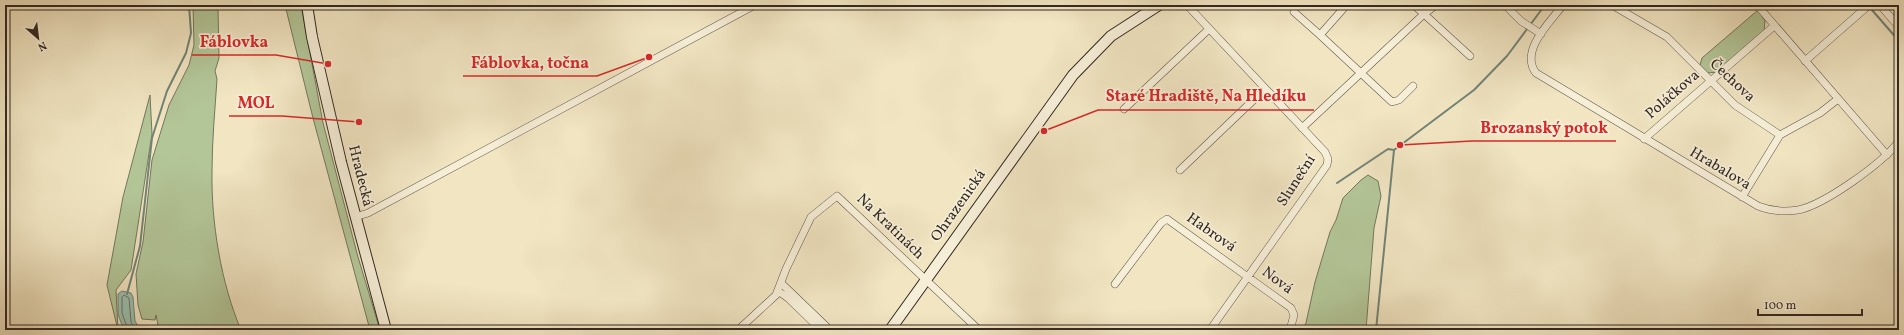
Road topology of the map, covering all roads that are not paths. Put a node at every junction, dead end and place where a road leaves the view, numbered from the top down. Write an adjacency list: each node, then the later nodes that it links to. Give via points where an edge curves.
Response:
1 (307, 5): 36 (street, Hradecká, via 312,37)
2 (755, 5): 36 (street, via 368,213)
3 (1159, 5): 38 (street, Ohrazenická, via 1099,46 1053,100)
4 (1187, 5): 18 (street, Sluneční)
5 (1414, 5): 15 (street)
6 (1436, 5): 15 (street)
7 (1505, 5): 19 (street, via 1521,21)
8 (1563, 5): 19 (street)
9 (1612, 5): 24 (street, Čechova, via 1667,37)
10 (1756, 5): 16 (street)
11 (1869, 5): 22 (street)
12 (1880, 5): 17 (street)
13 (1343, 9): 20 (street)
14 (1294, 12): 20 (street)
15 (1424, 14): 21 (street); 23 (street)
16 (1774, 26): 22 (street); 24 (street, Poláčkova)
17 (1899, 27)
18 (1209, 28): 26 (street, Sluneční); 28 (street)
19 (1541, 34): 31 (street, Hrabalova, via 1532,50 1532,65 1538,75)
20 (1320, 35): 23 (street)
21 (1470, 56)
22 (1806, 61): 27 (street)
23 (1360, 72): 25 (street, via 1394,103); 29 (street)
24 (1710, 80): 30 (street, Čechova, via 1735,105); 31 (street, Poláčkova)
25 (1413, 86)
26 (1265, 89): 29 (street, Sluneční); 34 (street)
27 (1838, 99): 30 (street, via 1820,113); 33 (street)
28 (1124, 109)
29 (1302, 128): 37 (street, Sluneční, via 1324,152 1328,162)
30 (1780, 135): 35 (street)
31 (1644, 139): 35 (street, Hrabalova)
32 (1899, 142): 33 (street, Hrabalova)
33 (1887, 155): 35 (street, Hrabalova, via 1832,194 1806,208 1772,210)
34 (1180, 170)
35 (1742, 197)
36 (355, 217): 42 (street, Hradecká)
37 (1249, 276): 40 (street, Habrová, via 1167,219 1161,223); 48 (street, Sluneční); 49 (street, Nová, via 1291,308 1294,315)
38 (926, 280): 39 (street, Na Kratinách, via 837,196 811,217); 46 (street, Ohrazenická); 47 (street, Na Kratinách)
39 (781, 283): 41 (street, Na Kratinách); 45 (street)
40 (1115, 284)
41 (778, 291): 43 (street, Na Kratinách); 44 (street)
42 (386, 330)
43 (738, 330)
44 (821, 330)
45 (830, 330)
46 (890, 330)
47 (979, 330)
48 (1210, 330)
49 (1290, 330)

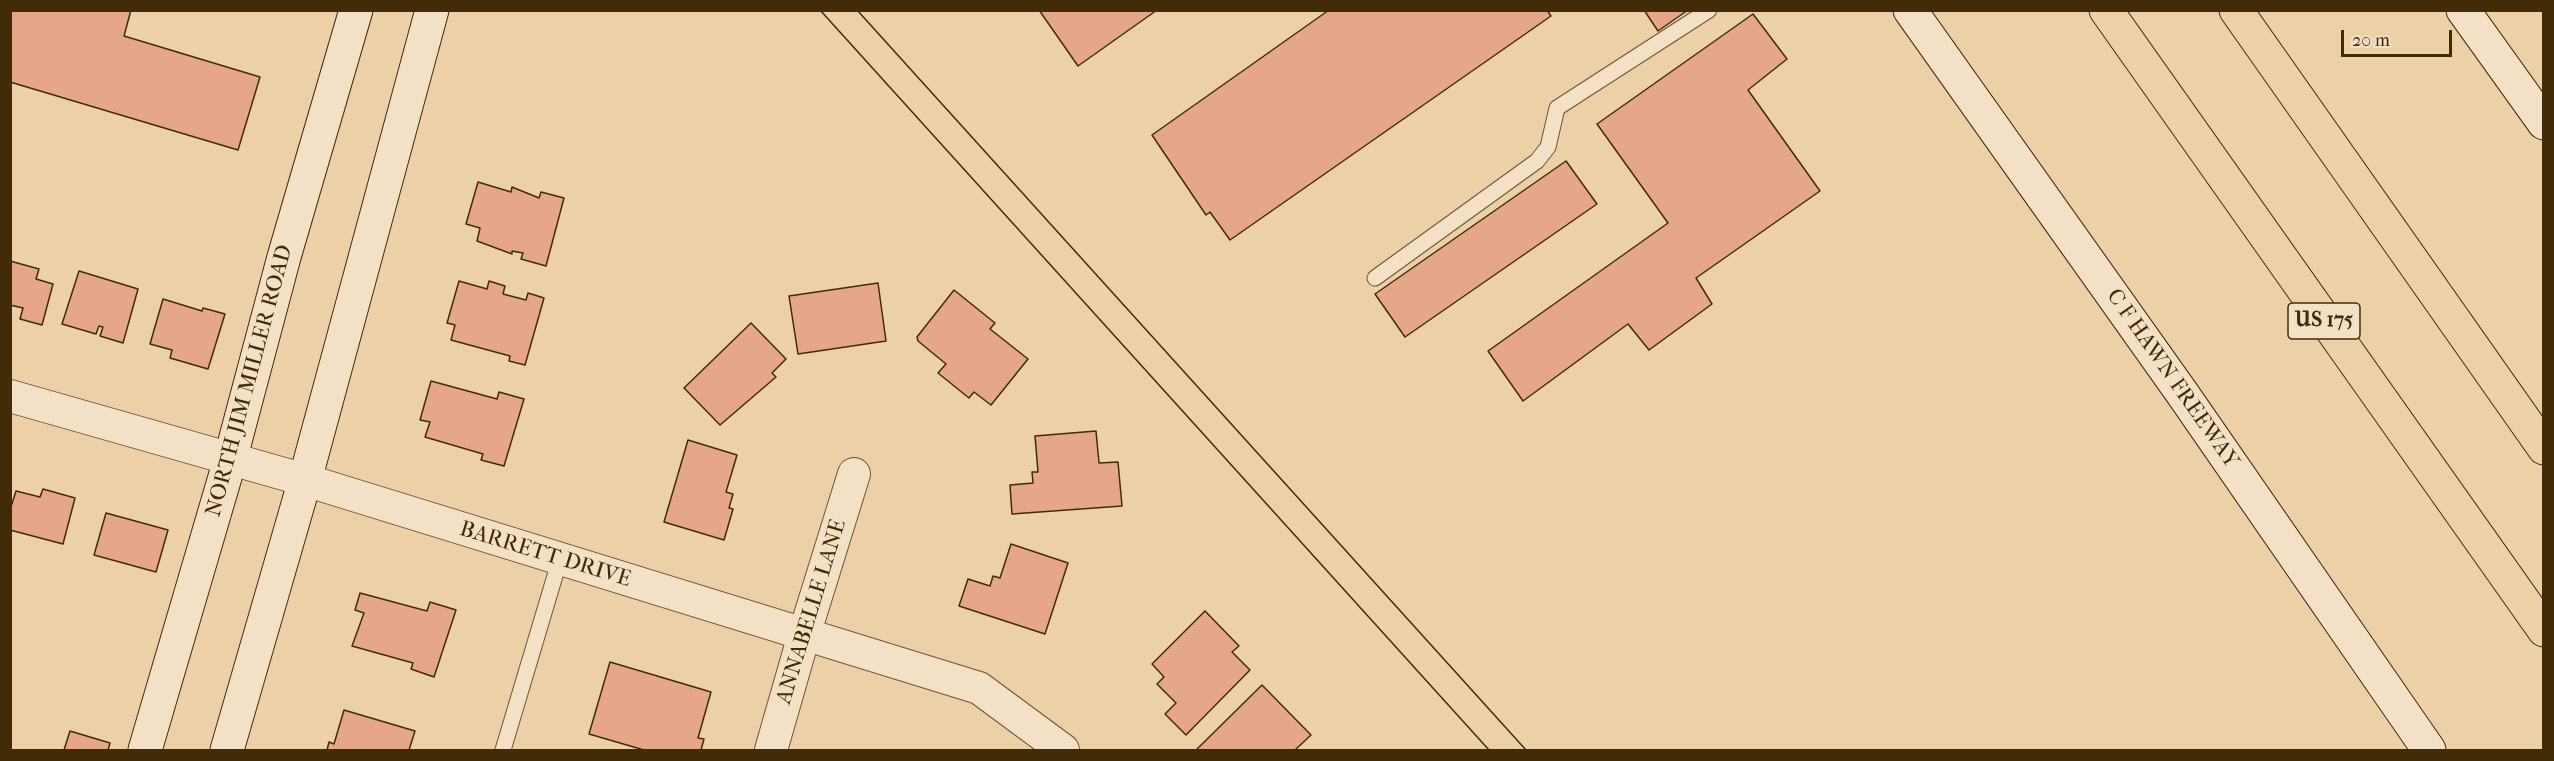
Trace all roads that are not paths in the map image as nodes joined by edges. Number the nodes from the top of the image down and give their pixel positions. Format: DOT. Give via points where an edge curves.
graph roads {
  1 [pos="356,10"];
  2 [pos="432,10"];
  3 [pos="1709,10"];
  4 [pos="1911,10"];
  5 [pos="2106,10"];
  6 [pos="2463,10"];
  7 [pos="2239,13"];
  8 [pos="2544,123"];
  9 [pos="1375,278"];
  10 [pos="10,396"];
  11 [pos="2544,448"];
  12 [pos="230,460"];
  13 [pos="854,474"];
  14 [pos="305,480"];
  15 [pos="560,559"];
  16 [pos="2544,630"];
  17 [pos="804,635"];
  18 [pos="145,750"];
  19 [pos="227,750"];
  20 [pos="503,750"];
  21 [pos="771,750"];
  22 [pos="1063,750"];
  23 [pos="2429,750"];
  1 -- 12 [label="main road, NORTH JIM MILLER ROAD"];
  2 -- 14 [label="main road"];
  3 -- 9 [label="lane" via="1557,108 1548,147 1537,161"];
  4 -- 23 [label="main road, C F HAWN FREEWAY"];
  5 -- 16 [label="highway, US 175"];
  6 -- 8 [label="main road"];
  7 -- 11 [label="highway"];
  10 -- 12 [label="street, BARRETT DRIVE"];
  12 -- 14 [label="street, BARRETT DRIVE"];
  12 -- 18 [label="main road, NORTH JIM MILLER ROAD"];
  13 -- 17 [label="street, ANNABELLE LANE"];
  14 -- 15 [label="street, BARRETT DRIVE"];
  14 -- 19 [label="main road"];
  15 -- 17 [label="street, BARRETT DRIVE"];
  15 -- 20 [label="lane"];
  17 -- 21 [label="street, ANNABELLE LANE"];
  17 -- 22 [label="street, BARRETT DRIVE" via="979,688"];
}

• WORK TO COMPLETE:
In the data above, tally the lines holding "Čechova" and answer with the figure only.

• RESPONSE TO THIS EXERCISE:
2